§ **What you need to do**
Scan the entries for "Kisfaludy". Every line that holds it is to be copied.

§ **Extracted entries**
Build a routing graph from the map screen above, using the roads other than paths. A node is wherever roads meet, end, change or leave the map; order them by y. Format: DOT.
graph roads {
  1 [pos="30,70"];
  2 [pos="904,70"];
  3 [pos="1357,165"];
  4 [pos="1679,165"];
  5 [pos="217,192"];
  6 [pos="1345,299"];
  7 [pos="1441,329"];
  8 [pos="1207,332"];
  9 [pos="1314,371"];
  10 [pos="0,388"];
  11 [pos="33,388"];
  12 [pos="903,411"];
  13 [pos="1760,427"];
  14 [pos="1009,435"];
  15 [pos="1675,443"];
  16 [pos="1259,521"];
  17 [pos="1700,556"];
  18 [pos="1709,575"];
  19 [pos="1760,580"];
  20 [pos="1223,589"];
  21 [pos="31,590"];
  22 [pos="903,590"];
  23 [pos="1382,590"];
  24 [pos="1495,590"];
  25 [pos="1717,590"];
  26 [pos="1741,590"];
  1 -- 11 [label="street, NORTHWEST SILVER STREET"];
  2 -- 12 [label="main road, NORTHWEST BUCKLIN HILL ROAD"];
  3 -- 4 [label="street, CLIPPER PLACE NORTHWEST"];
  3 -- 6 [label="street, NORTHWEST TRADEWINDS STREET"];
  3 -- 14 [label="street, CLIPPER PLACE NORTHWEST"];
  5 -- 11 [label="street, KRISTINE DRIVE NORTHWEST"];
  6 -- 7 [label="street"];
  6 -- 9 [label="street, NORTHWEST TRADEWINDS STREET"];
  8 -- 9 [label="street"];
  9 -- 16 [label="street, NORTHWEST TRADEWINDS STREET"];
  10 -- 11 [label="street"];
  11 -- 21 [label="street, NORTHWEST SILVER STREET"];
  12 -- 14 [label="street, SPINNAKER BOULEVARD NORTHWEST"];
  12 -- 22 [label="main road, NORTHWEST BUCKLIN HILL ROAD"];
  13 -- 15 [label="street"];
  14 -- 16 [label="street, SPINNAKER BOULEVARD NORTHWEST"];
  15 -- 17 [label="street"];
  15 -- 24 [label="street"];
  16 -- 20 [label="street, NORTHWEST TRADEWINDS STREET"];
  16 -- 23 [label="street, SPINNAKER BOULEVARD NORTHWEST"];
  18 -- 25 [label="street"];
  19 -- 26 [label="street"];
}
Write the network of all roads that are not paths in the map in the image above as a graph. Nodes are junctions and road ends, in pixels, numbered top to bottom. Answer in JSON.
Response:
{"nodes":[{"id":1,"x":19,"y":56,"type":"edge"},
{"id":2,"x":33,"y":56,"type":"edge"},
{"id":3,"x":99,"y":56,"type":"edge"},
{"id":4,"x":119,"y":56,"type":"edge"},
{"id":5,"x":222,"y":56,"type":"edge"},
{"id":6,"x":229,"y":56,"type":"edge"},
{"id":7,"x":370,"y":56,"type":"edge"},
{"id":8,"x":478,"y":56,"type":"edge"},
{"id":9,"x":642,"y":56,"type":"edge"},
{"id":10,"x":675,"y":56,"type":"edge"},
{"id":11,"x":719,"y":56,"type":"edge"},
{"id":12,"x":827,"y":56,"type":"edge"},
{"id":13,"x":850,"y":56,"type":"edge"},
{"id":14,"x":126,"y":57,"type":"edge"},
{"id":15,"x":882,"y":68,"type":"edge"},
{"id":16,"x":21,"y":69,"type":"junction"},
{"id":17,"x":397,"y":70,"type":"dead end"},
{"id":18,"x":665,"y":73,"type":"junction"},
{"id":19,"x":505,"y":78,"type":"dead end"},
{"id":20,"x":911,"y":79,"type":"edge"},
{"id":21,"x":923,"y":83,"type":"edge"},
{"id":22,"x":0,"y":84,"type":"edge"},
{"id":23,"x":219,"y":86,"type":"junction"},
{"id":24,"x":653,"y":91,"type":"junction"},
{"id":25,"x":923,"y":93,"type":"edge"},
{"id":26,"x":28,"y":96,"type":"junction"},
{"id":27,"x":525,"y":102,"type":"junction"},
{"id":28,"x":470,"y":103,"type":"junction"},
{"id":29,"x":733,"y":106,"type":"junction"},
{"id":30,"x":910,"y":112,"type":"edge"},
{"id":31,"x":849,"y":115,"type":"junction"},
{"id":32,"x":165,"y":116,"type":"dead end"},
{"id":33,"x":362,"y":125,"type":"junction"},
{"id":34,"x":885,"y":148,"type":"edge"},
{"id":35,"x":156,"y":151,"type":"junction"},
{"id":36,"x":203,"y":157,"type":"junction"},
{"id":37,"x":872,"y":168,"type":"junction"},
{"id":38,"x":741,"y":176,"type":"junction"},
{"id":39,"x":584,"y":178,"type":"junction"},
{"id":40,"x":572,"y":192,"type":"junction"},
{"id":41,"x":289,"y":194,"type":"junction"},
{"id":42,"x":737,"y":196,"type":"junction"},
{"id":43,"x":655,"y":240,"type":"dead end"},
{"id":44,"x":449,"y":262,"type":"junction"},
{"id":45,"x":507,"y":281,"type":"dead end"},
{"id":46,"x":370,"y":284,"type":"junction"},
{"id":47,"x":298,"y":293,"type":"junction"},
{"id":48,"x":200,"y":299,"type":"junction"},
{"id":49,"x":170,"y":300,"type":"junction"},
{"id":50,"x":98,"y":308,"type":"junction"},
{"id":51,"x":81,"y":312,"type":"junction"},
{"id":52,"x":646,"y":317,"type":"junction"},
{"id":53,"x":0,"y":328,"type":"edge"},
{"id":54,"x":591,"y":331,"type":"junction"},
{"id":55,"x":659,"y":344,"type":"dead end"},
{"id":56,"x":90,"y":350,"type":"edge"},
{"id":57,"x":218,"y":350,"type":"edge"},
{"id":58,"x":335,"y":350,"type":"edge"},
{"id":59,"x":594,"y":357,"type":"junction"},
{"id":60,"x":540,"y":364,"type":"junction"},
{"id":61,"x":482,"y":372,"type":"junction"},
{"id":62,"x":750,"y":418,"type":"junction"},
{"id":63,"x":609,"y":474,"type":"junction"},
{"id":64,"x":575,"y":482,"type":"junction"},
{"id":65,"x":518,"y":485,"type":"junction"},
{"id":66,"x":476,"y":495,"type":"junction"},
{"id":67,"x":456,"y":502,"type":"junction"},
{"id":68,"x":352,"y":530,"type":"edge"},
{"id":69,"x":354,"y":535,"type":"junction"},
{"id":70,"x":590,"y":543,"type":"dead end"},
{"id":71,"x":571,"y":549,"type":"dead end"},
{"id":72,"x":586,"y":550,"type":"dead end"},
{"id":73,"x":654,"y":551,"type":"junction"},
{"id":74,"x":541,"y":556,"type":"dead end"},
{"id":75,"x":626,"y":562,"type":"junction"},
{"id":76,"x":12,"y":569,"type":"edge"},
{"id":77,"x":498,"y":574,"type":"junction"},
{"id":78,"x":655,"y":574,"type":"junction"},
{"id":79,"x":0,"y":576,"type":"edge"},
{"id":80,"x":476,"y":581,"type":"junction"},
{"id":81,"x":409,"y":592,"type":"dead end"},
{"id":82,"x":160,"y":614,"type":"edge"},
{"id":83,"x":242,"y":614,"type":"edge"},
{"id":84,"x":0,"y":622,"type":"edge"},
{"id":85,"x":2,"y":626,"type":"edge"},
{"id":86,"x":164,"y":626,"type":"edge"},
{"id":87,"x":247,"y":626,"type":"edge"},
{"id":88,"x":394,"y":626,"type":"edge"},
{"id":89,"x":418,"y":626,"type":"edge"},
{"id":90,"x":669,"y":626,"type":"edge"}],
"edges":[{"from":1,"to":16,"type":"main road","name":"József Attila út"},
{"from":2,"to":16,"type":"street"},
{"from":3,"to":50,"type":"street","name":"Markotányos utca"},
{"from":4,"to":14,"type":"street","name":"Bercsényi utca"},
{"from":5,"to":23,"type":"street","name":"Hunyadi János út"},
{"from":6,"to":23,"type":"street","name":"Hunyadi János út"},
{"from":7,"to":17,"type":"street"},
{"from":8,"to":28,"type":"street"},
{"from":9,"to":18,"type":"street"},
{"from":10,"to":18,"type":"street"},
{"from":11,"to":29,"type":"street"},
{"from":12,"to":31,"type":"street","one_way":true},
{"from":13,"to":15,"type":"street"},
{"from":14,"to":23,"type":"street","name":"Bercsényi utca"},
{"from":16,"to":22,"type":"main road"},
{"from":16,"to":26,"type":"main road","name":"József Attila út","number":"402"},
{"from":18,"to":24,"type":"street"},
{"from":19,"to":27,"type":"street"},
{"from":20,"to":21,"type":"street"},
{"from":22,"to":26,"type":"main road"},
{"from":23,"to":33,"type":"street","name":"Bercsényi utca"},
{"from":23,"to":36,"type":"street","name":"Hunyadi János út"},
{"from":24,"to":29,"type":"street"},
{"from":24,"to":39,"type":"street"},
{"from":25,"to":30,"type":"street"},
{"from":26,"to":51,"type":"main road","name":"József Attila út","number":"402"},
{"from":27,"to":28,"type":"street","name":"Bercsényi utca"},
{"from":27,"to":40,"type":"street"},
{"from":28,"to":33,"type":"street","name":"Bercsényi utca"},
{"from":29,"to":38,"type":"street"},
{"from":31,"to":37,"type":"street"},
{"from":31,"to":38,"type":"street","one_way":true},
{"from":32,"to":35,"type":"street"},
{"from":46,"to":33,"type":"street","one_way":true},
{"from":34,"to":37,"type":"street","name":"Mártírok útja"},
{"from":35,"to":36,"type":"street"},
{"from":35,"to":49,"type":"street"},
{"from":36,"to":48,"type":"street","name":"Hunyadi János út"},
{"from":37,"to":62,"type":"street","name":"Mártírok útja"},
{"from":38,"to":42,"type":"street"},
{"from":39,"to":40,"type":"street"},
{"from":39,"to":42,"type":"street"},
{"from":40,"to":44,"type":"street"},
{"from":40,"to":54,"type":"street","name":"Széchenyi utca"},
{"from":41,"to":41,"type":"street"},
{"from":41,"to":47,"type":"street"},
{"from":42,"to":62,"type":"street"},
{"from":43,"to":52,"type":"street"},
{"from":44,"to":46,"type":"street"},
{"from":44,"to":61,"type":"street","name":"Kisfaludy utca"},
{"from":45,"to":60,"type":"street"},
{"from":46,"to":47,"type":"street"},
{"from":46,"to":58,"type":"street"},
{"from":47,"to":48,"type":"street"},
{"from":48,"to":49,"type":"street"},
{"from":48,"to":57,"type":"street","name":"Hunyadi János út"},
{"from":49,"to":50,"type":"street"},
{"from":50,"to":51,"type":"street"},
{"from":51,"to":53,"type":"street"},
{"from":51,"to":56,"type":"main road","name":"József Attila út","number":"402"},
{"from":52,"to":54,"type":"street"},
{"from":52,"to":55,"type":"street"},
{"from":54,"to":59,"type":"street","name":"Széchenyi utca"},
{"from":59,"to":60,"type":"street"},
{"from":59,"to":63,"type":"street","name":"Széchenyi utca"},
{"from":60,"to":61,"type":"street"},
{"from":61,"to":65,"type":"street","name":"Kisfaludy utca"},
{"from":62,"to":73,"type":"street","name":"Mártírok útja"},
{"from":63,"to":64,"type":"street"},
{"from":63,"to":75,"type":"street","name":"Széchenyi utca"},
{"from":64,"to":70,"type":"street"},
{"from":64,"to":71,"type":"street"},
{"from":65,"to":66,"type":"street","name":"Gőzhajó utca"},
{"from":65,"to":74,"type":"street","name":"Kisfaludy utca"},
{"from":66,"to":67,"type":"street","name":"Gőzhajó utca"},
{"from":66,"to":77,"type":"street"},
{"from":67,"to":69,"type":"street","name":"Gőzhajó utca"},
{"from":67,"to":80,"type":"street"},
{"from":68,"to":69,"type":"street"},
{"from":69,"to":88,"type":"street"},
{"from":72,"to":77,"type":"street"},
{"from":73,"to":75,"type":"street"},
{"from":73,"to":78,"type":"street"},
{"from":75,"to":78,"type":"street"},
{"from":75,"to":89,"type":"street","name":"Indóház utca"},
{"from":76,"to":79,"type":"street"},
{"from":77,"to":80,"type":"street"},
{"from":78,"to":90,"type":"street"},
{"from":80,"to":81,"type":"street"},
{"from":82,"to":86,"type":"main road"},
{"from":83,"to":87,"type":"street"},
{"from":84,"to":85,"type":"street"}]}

§ **Answer space**
{"from":44,"to":61,"type":"street","name":"Kisfaludy utca"},
{"from":61,"to":65,"type":"street","name":"Kisfaludy utca"},
{"from":65,"to":74,"type":"street","name":"Kisfaludy utca"},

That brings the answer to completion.